Task requirements:
Which lines of the listing below contain the word "nodes"? Copy each of them.

***** Input

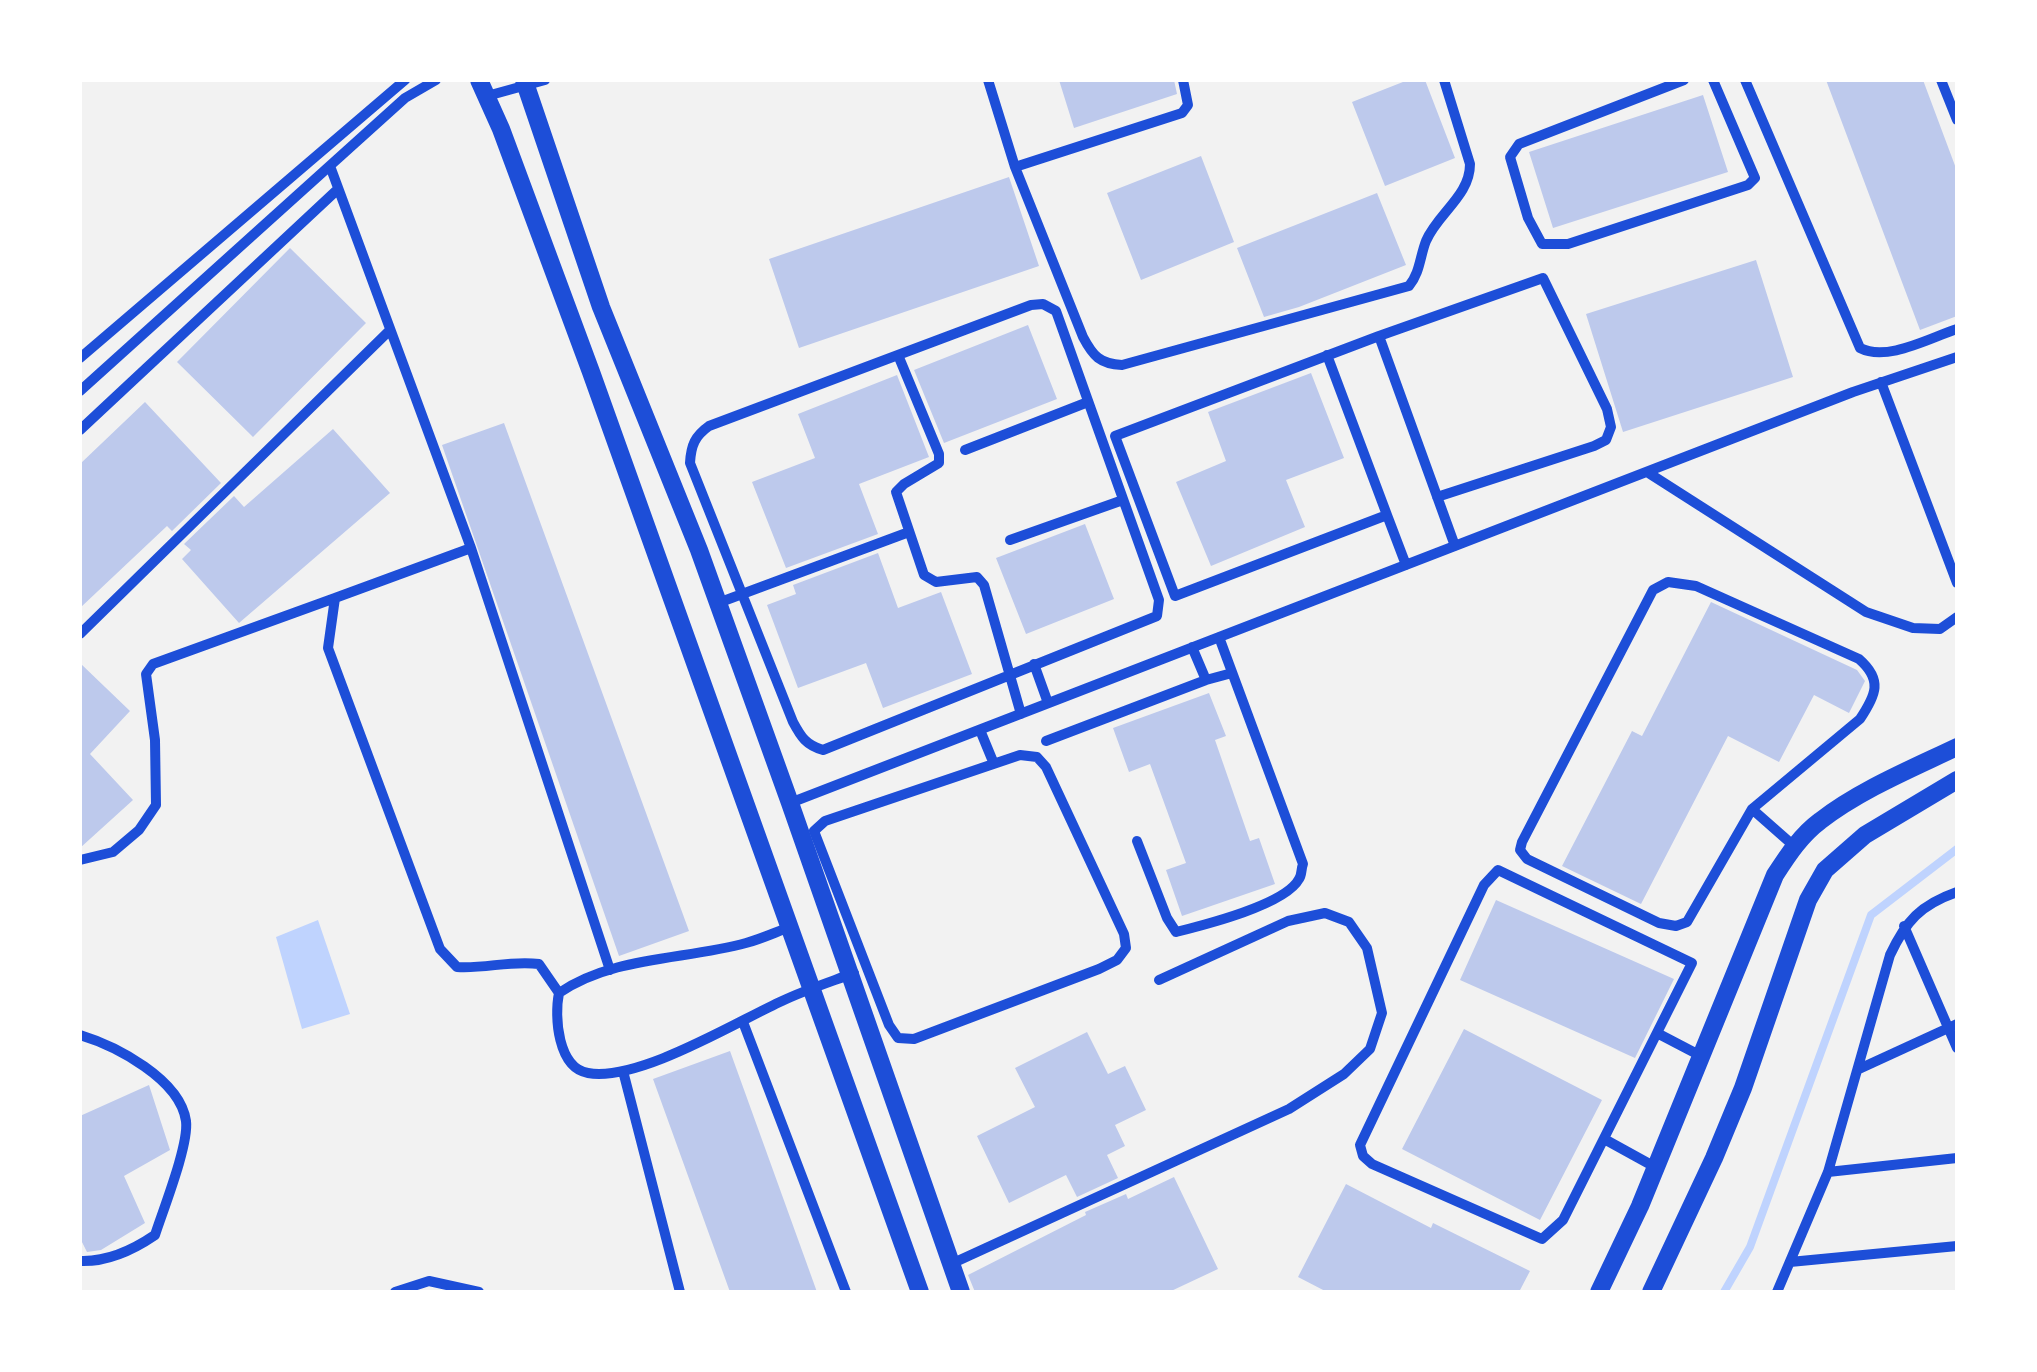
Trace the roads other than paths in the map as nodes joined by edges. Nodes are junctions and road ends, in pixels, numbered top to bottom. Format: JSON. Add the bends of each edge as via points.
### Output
{"nodes":[{"id":1,"x":405,"y":80,"type":"edge"},
{"id":2,"x":436,"y":80,"type":"edge"},
{"id":3,"x":545,"y":80,"type":"edge"},
{"id":4,"x":988,"y":80,"type":"edge"},
{"id":5,"x":1183,"y":80,"type":"edge"},
{"id":6,"x":1444,"y":80,"type":"edge"},
{"id":7,"x":1684,"y":80,"type":"edge"},
{"id":8,"x":1714,"y":80,"type":"edge"},
{"id":9,"x":1745,"y":80,"type":"edge"},
{"id":10,"x":1941,"y":80,"type":"edge"},
{"id":11,"x":525,"y":82,"type":"edge"},
{"id":12,"x":483,"y":88,"type":"edge"},
{"id":13,"x":1957,"y":120,"type":"edge"},
{"id":14,"x":330,"y":166,"type":"junction"},
{"id":15,"x":1014,"y":168,"type":"junction"},
{"id":16,"x":337,"y":190,"type":"junction"},
{"id":17,"x":1957,"y":329,"type":"edge"},
{"id":18,"x":390,"y":332,"type":"junction"},
{"id":19,"x":1378,"y":336,"type":"junction"},
{"id":20,"x":898,"y":355,"type":"junction"},
{"id":21,"x":1327,"y":356,"type":"junction"},
{"id":22,"x":1957,"y":356,"type":"edge"},
{"id":23,"x":80,"y":358,"type":"edge"},
{"id":24,"x":1881,"y":382,"type":"junction"},
{"id":25,"x":80,"y":391,"type":"edge"},
{"id":26,"x":1088,"y":402,"type":"junction"},
{"id":27,"x":80,"y":430,"type":"edge"},
{"id":28,"x":965,"y":450,"type":"dead end"},
{"id":29,"x":1647,"y":472,"type":"junction"},
{"id":30,"x":1437,"y":497,"type":"junction"},
{"id":31,"x":1123,"y":500,"type":"junction"},
{"id":32,"x":1387,"y":515,"type":"junction"},
{"id":33,"x":908,"y":532,"type":"junction"},
{"id":34,"x":1010,"y":540,"type":"dead end"},
{"id":35,"x":1455,"y":546,"type":"junction"},
{"id":36,"x":470,"y":548,"type":"junction"},
{"id":37,"x":1406,"y":565,"type":"junction"},
{"id":38,"x":1957,"y":583,"type":"edge"},
{"id":39,"x":742,"y":594,"type":"junction"},
{"id":40,"x":335,"y":598,"type":"junction"},
{"id":41,"x":718,"y":603,"type":"junction"},
{"id":42,"x":1957,"y":618,"type":"edge"},
{"id":43,"x":80,"y":634,"type":"edge"},
{"id":44,"x":1219,"y":637,"type":"junction"},
{"id":45,"x":1192,"y":647,"type":"junction"},
{"id":46,"x":1034,"y":664,"type":"junction"},
{"id":47,"x":1008,"y":673,"type":"junction"},
{"id":48,"x":1232,"y":673,"type":"junction"},
{"id":49,"x":1206,"y":680,"type":"junction"},
{"id":50,"x":1048,"y":703,"type":"junction"},
{"id":51,"x":1021,"y":714,"type":"junction"},
{"id":52,"x":980,"y":730,"type":"junction"},
{"id":53,"x":1046,"y":741,"type":"dead end"},
{"id":54,"x":1957,"y":747,"type":"edge"},
{"id":55,"x":994,"y":764,"type":"junction"},
{"id":56,"x":1957,"y":780,"type":"edge"},
{"id":57,"x":790,"y":802,"type":"junction"},
{"id":58,"x":1752,"y":809,"type":"junction"},
{"id":59,"x":1137,"y":841,"type":"dead end"},
{"id":60,"x":1794,"y":846,"type":"junction"},
{"id":61,"x":80,"y":860,"type":"edge"},
{"id":62,"x":1957,"y":892,"type":"edge"},
{"id":63,"x":1904,"y":926,"type":"junction"},
{"id":64,"x":791,"y":927,"type":"junction"},
{"id":65,"x":610,"y":970,"type":"junction"},
{"id":66,"x":858,"y":972,"type":"junction"},
{"id":67,"x":1159,"y":980,"type":"dead end"},
{"id":68,"x":812,"y":988,"type":"junction"},
{"id":69,"x":559,"y":993,"type":"junction"},
{"id":70,"x":743,"y":1022,"type":"junction"},
{"id":71,"x":1953,"y":1026,"type":"edge"},
{"id":72,"x":1657,"y":1034,"type":"junction"},
{"id":73,"x":80,"y":1035,"type":"edge"},
{"id":74,"x":1957,"y":1048,"type":"edge"},
{"id":75,"x":1701,"y":1056,"type":"junction"},
{"id":76,"x":1859,"y":1069,"type":"junction"},
{"id":77,"x":623,"y":1070,"type":"junction"},
{"id":78,"x":1606,"y":1140,"type":"junction"},
{"id":79,"x":1957,"y":1158,"type":"edge"},
{"id":80,"x":1655,"y":1167,"type":"junction"},
{"id":81,"x":1828,"y":1172,"type":"junction"},
{"id":82,"x":1957,"y":1246,"type":"edge"},
{"id":83,"x":80,"y":1261,"type":"edge"},
{"id":84,"x":1790,"y":1262,"type":"junction"},
{"id":85,"x":951,"y":1264,"type":"junction"},
{"id":86,"x":395,"y":1292,"type":"edge"},
{"id":87,"x":480,"y":1292,"type":"edge"},
{"id":88,"x":680,"y":1292,"type":"edge"},
{"id":89,"x":846,"y":1292,"type":"edge"},
{"id":90,"x":920,"y":1292,"type":"edge"},
{"id":91,"x":960,"y":1292,"type":"edge"},
{"id":92,"x":1599,"y":1292,"type":"edge"},
{"id":93,"x":1652,"y":1292,"type":"edge"},
{"id":94,"x":1777,"y":1292,"type":"edge"}],
"edges":[{"from":1,"to":23,"type":"street"},
{"from":2,"to":14,"type":"street","via":[[405,98]]},
{"from":3,"to":11,"type":"street"},
{"from":4,"to":15,"type":"street"},
{"from":5,"to":15,"type":"street","via":[[1188,105],[1182,113]]},
{"from":6,"to":15,"type":"street","via":[[1470,175],[1434,225],[1409,286],[1122,364],[1093,355]]},
{"from":7,"to":8,"type":"street","via":[[1519,144],[1510,157],[1542,244],[1568,244],[1748,185],[1755,178]]},
{"from":9,"to":17,"type":"street","via":[[1860,348],[1886,352]]},
{"from":10,"to":13,"type":"street"},
{"from":11,"to":12,"type":"street"},
{"from":11,"to":41,"type":"street","via":[[601,306]]},
{"from":12,"to":64,"type":"street"},
{"from":14,"to":16,"type":"street"},
{"from":14,"to":25,"type":"street"},
{"from":16,"to":18,"type":"street"},
{"from":16,"to":27,"type":"street"},
{"from":18,"to":36,"type":"street"},
{"from":18,"to":43,"type":"street"},
{"from":19,"to":21,"type":"street"},
{"from":19,"to":30,"type":"street"},
{"from":19,"to":30,"type":"street","via":[[1543,278],[1607,409],[1606,440]]},
{"from":20,"to":26,"type":"street","via":[[1043,304],[1056,312]]},
{"from":20,"to":33,"type":"street","via":[[939,454],[938,463],[896,492]]},
{"from":20,"to":39,"type":"street","via":[[698,434],[690,463]]},
{"from":21,"to":32,"type":"street"},
{"from":21,"to":32,"type":"street","via":[[1115,436],[1175,596]]},
{"from":22,"to":24,"type":"street"},
{"from":24,"to":29,"type":"street"},
{"from":24,"to":38,"type":"street"},
{"from":26,"to":28,"type":"street"},
{"from":26,"to":31,"type":"street"},
{"from":29,"to":35,"type":"street"},
{"from":29,"to":42,"type":"street","via":[[1866,612],[1913,628],[1940,629]]},
{"from":30,"to":35,"type":"street"},
{"from":31,"to":34,"type":"street"},
{"from":31,"to":46,"type":"street","via":[[1159,600],[1157,616]]},
{"from":32,"to":37,"type":"street"},
{"from":33,"to":39,"type":"street"},
{"from":33,"to":47,"type":"street","via":[[924,575],[936,582],[977,577],[984,585]]},
{"from":35,"to":37,"type":"street"},
{"from":36,"to":40,"type":"street"},
{"from":36,"to":65,"type":"street"},
{"from":37,"to":44,"type":"street"},
{"from":39,"to":41,"type":"street"},
{"from":39,"to":47,"type":"street","via":[[793,722],[812,747],[823,750]]},
{"from":40,"to":61,"type":"street","via":[[153,664],[146,674],[156,805],[114,852]]},
{"from":40,"to":69,"type":"street","via":[[328,648],[440,949],[456,967],[538,964]]},
{"from":41,"to":57,"type":"street"},
{"from":44,"to":45,"type":"street"},
{"from":44,"to":48,"type":"street"},
{"from":45,"to":49,"type":"street"},
{"from":45,"to":50,"type":"street"},
{"from":46,"to":47,"type":"street"},
{"from":46,"to":50,"type":"street"},
{"from":47,"to":51,"type":"street"},
{"from":48,"to":49,"type":"street"},
{"from":48,"to":59,"type":"street","via":[[1303,864],[1299,881],[1277,898],[1176,932]]},
{"from":49,"to":53,"type":"street"},
{"from":50,"to":51,"type":"street"},
{"from":51,"to":52,"type":"street"},
{"from":52,"to":55,"type":"street"},
{"from":52,"to":57,"type":"street"},
{"from":54,"to":60,"type":"street","via":[[1819,821]]},
{"from":55,"to":66,"type":"street","via":[[825,821],[814,831]]},
{"from":55,"to":66,"type":"street","via":[[1020,755],[1037,757],[1046,767],[1126,948],[1099,969],[914,1039],[898,1038]]},
{"from":56,"to":93,"type":"street","via":[[1865,835],[1825,870],[1808,900],[1743,1088]]},
{"from":57,"to":66,"type":"street"},
{"from":58,"to":58,"type":"street","via":[[1860,719],[1871,703],[1872,670],[1696,586],[1668,582],[1653,590],[1520,850],[1658,923],[1676,926],[1687,922]]},
{"from":58,"to":60,"type":"street"},
{"from":60,"to":75,"type":"street"},
{"from":62,"to":63,"type":"street"},
{"from":63,"to":71,"type":"street"},
{"from":63,"to":76,"type":"street"},
{"from":64,"to":65,"type":"street"},
{"from":64,"to":68,"type":"street"},
{"from":65,"to":69,"type":"street"},
{"from":66,"to":68,"type":"street"},
{"from":66,"to":85,"type":"street"},
{"from":67,"to":85,"type":"street","via":[[1288,921],[1326,913],[1349,922],[1367,948],[1382,1014],[1370,1049],[1289,1109]]},
{"from":68,"to":70,"type":"street"},
{"from":68,"to":90,"type":"street"},
{"from":69,"to":77,"type":"street","via":[[555,1011],[568,1060],[582,1072]]},
{"from":70,"to":77,"type":"street"},
{"from":70,"to":89,"type":"street"},
{"from":71,"to":74,"type":"street"},
{"from":71,"to":76,"type":"street"},
{"from":72,"to":75,"type":"street"},
{"from":72,"to":78,"type":"street"},
{"from":72,"to":78,"type":"street","via":[[1692,963],[1498,870],[1484,885],[1360,1145],[1372,1164],[1542,1239],[1562,1220]]},
{"from":73,"to":83,"type":"street","via":[[148,1066],[186,1120],[155,1236],[95,1262]]},
{"from":75,"to":80,"type":"street"},
{"from":76,"to":81,"type":"street"},
{"from":77,"to":88,"type":"street"},
{"from":78,"to":80,"type":"street"},
{"from":79,"to":81,"type":"street"},
{"from":80,"to":92,"type":"street"},
{"from":81,"to":84,"type":"street"},
{"from":82,"to":84,"type":"street"},
{"from":84,"to":94,"type":"street"},
{"from":85,"to":91,"type":"street"},
{"from":86,"to":87,"type":"street","via":[[430,1281]]}]}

**********

Answer to the problem:
Trace the roads other than paths in the map as nodes joined by edges. Nodes are junctions and road ends, in pixels, numbered top to bottom. Format: JSON. Add the bends of each edge as via points.
{"nodes":[{"id":1,"x":405,"y":80,"type":"edge"},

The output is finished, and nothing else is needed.